Supplied entries START
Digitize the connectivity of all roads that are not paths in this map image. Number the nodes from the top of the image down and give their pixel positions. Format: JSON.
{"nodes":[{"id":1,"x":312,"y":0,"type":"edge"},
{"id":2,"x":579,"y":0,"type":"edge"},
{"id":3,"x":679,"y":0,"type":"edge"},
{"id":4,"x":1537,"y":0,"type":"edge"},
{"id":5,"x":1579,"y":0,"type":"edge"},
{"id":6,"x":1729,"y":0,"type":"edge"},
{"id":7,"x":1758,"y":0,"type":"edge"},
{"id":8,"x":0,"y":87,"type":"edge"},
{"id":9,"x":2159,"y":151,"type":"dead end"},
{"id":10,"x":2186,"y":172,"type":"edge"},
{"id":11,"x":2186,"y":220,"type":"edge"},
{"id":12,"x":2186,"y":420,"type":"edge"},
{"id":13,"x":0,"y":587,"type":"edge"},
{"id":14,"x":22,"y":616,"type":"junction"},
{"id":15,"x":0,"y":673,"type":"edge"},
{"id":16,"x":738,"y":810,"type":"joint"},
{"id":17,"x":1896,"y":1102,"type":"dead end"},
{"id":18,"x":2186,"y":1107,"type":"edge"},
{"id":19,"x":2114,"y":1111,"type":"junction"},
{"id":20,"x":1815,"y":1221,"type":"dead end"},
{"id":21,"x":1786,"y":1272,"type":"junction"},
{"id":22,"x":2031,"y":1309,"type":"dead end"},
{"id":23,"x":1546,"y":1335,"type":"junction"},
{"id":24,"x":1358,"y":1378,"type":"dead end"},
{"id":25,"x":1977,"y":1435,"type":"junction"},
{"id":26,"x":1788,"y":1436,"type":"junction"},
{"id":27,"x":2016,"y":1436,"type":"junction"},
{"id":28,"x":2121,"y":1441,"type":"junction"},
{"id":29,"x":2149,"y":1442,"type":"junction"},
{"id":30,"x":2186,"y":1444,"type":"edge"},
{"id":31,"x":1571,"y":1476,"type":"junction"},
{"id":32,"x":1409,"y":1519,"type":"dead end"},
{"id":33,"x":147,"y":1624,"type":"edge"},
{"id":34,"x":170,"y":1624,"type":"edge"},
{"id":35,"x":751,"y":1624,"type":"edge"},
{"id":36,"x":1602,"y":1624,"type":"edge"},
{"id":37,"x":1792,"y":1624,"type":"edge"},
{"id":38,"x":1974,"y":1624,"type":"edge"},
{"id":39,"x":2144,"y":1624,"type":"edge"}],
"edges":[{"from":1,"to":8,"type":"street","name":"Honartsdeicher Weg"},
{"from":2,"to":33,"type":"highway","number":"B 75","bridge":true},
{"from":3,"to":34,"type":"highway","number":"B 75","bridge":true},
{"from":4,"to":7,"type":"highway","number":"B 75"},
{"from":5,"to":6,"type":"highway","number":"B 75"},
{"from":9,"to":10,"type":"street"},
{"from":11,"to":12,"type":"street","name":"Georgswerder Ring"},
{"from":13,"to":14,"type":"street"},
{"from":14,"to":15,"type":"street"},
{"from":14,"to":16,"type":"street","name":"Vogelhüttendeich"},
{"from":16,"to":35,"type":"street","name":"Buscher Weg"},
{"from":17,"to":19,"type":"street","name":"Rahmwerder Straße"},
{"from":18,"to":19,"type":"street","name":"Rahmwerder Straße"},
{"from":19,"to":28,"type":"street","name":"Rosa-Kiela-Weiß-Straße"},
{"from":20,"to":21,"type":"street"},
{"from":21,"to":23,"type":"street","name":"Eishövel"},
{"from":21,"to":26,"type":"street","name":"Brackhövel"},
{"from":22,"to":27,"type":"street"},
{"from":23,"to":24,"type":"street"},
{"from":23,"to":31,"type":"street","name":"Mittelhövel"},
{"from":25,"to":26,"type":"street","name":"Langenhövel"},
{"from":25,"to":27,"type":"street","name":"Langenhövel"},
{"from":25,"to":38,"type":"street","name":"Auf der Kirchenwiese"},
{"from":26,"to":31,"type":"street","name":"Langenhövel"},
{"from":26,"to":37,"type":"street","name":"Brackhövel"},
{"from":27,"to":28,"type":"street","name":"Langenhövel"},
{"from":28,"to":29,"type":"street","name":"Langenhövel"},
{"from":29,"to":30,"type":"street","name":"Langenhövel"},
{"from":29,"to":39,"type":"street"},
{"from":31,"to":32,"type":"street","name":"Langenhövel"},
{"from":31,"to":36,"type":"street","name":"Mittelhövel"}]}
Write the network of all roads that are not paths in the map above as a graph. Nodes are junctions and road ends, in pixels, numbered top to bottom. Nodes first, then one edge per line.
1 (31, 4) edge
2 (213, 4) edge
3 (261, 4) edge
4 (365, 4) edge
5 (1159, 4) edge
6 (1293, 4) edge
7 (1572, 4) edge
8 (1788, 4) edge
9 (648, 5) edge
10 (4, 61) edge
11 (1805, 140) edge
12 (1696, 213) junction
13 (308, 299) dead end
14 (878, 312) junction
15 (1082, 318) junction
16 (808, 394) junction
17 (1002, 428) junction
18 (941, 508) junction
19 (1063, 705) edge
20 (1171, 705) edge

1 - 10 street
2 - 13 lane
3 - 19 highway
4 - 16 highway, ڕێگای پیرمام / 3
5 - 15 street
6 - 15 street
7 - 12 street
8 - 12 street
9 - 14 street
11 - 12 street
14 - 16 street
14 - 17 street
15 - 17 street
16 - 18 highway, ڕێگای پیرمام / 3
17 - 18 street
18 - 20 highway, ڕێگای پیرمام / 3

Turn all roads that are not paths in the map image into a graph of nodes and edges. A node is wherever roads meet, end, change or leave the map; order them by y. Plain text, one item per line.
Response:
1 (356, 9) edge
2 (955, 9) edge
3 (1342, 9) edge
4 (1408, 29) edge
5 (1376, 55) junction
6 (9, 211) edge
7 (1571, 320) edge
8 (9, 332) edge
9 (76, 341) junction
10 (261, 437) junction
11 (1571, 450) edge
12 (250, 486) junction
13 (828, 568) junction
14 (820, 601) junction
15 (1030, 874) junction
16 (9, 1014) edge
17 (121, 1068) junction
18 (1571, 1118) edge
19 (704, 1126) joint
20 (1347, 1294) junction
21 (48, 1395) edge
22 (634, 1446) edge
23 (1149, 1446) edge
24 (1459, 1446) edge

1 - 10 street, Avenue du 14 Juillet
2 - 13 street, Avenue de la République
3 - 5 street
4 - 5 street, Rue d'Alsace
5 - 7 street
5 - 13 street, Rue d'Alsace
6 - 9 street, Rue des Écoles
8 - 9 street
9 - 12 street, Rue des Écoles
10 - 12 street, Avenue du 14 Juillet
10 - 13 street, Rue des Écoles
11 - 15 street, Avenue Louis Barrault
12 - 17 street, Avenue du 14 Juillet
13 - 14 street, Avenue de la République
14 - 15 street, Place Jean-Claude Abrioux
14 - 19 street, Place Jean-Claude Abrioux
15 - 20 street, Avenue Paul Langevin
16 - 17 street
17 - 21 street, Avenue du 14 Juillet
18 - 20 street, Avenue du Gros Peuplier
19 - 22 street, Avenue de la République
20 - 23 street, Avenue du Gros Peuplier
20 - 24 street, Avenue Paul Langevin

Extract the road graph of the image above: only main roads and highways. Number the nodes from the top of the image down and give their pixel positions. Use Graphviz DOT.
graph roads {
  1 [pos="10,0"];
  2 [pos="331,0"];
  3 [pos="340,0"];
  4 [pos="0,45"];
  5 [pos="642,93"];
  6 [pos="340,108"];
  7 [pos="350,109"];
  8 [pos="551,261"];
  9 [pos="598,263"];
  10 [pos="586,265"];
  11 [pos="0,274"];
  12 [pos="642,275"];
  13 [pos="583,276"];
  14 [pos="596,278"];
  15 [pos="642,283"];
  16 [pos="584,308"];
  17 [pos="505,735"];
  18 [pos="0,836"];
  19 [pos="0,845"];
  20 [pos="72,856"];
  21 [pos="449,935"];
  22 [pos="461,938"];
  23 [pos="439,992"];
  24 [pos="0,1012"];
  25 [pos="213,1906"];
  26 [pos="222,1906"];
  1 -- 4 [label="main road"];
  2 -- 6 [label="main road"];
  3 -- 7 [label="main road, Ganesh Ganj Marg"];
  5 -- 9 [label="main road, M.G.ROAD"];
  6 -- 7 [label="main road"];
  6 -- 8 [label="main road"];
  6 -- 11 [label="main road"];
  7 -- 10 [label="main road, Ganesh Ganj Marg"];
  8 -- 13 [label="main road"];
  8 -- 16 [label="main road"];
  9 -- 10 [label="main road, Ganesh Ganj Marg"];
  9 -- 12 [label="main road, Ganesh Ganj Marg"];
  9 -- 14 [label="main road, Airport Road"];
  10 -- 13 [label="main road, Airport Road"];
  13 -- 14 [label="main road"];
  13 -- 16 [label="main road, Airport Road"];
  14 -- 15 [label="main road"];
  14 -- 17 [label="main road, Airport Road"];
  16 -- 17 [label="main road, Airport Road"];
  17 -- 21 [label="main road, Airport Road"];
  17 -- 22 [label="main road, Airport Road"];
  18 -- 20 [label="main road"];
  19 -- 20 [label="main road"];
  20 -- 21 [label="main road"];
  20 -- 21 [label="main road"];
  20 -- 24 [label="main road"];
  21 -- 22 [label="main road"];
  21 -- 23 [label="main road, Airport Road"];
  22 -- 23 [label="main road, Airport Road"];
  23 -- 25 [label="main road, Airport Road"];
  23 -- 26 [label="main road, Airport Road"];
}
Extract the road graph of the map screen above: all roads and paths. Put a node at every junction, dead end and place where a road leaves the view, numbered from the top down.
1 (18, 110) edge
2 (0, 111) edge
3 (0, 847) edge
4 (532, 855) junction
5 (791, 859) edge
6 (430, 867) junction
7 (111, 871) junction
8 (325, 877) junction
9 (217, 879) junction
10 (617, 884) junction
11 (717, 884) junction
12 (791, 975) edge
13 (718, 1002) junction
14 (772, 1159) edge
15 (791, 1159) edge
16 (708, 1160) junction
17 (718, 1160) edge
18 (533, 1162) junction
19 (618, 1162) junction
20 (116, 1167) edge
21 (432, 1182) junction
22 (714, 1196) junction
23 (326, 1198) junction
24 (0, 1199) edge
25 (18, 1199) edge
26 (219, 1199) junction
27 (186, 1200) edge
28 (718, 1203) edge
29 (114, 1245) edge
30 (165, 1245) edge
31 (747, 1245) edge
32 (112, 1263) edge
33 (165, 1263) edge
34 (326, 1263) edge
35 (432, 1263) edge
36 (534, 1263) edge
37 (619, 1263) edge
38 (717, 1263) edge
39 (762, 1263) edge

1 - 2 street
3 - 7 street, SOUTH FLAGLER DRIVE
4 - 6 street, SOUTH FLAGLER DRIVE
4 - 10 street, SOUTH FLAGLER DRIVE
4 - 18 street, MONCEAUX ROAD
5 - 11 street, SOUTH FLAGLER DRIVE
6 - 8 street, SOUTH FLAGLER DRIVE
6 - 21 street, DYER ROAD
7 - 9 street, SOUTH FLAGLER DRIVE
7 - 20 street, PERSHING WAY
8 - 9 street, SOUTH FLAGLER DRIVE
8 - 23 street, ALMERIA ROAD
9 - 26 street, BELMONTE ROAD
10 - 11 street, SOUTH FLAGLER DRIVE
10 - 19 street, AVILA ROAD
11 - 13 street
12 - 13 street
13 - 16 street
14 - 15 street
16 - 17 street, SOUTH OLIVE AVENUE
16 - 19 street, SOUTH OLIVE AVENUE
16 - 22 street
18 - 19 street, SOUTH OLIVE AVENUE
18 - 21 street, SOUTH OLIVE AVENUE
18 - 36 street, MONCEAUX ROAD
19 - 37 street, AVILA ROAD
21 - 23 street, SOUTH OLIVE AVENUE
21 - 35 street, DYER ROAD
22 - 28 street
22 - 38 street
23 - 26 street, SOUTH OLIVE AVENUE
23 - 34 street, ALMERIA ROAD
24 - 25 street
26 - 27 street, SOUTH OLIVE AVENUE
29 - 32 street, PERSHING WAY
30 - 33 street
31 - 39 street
Supplied entries END
_Your goal:_
Locate the word "MONCEAUX" in the records above, and return each line that has it.

_Response area:_
4 - 18 street, MONCEAUX ROAD
18 - 36 street, MONCEAUX ROAD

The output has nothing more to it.